Formula 1 drivers share the circuit, but it doesn’t always seem that way. Riders regularly run into each other and often both parties believe that they are the innocent party. F1Maximaal.nl uses the regulations and common sense to highlight the biggest incident after each race and determines which driver should have given priority.
Anyone looking in the International Sporting Code for a specific explanation of what is and what is not allowed on the circuit will be disappointed. Whether a driver is penalized for an incident or not depends entirely on what the stewards present make of it. However, the FIA did release a ‘FIA Formula 1 Driving Standards Guidelines’ document in March 2022. Based on this document, we now and in the future look at the reasonableness of a catch-up action.
Monza saw enough overtaking and often enough drivers ran into each other in turn 1. It is all the more surprising that, except for a few mini touches (such as between teammates Lando Norris and Oscar Piastri), it did not end in pieces. However, it was the Australian who was involved in the biggest incident of the Grand Prix in Italy. This incident did not take place in the first chicane, but after it. Piastri was under pressure from competitor Lewis Hamilton, who had more speed on the medium tires and used that speed to speed towards the McLarens in the closing stages of the race. On lap 41 he overtook Piastri and had a better exit from the first chicane.
That allowed him to pull alongside in the run-up to Turn 4. The overtaking action therefore actually came about before the drivers reached the corner. Hamilton was, not entirely illogical, looking for the best line, as another straight was coming up. In that search he shifts a bit to the outside, where Piastri is sitting. On board the McLaren we see how Piastri slowly pulls towards the edge of the circuit and shoots close to the grass before the gentlemen reach the curb. The super talent simply couldn’t give more than that. An over-enthusiastic Hamilton keeps pushing until his right rear tire hits Piastri’s left front tire and front wing.
The stewards went to look at the incident and quickly came to the conclusion: the Englishman had to be penalized for this. According to the regulations, it is important to place an overtaking action in a safe and controlled manner and the action of the Mercedes veteran does not meet any of these conditions in the eyes of most seasoned Formula 1 fans.

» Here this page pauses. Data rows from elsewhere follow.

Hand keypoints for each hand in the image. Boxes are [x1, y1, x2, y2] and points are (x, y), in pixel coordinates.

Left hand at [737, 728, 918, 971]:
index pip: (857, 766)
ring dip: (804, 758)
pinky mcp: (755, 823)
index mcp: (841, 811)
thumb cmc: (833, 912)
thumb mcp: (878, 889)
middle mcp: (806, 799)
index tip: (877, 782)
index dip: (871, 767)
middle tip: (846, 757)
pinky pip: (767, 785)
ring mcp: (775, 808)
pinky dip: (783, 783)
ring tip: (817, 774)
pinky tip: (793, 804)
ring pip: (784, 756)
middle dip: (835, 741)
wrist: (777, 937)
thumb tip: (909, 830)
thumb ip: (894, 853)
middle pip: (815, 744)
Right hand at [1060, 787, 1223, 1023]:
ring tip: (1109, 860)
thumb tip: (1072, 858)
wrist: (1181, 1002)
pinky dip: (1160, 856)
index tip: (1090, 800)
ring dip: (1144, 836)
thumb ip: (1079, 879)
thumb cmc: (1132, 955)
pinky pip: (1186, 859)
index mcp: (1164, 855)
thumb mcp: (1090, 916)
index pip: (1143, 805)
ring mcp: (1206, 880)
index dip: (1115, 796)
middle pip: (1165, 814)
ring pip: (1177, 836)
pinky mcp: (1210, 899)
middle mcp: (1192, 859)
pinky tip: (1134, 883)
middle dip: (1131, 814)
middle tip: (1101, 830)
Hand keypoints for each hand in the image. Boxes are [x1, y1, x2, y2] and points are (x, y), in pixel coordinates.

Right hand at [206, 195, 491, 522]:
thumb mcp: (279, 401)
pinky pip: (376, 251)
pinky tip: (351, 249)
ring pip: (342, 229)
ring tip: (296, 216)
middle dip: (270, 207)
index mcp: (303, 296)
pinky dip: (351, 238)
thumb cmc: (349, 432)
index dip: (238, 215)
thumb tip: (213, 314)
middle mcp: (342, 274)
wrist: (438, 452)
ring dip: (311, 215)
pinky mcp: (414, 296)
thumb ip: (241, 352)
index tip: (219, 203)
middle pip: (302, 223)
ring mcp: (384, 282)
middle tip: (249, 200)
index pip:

Due to the fact that he had actually already passed the McLaren, it was even more illogical to line up his car so tightly, especially since he knew the McLaren was still there. The fact that Hamilton eventually got away with a five-second penalty can be seen as no less than justified. After all, the collision cost Piastri a points finish. The collision in Monza also gives the seven-time world champion two penalty points on his super license.
How Sargeant missed points
We also zoom in on another incident of the match. Many will have missed it, because the direction hardly showed anything about the battle between Logan Sargeant and Valtteri Bottas. Still, the fight was worth it. Sargeant, like teammate Alexander Albon, had a Williams at his disposal with an insane amount of top speed. The same could not be said about the Alfa Romeo of opponent Valtteri Bottas. Although the Finn was on the softer rubber, he was unable to shake off the American. In the same corner as Hamilton and Piastri, the two men collided.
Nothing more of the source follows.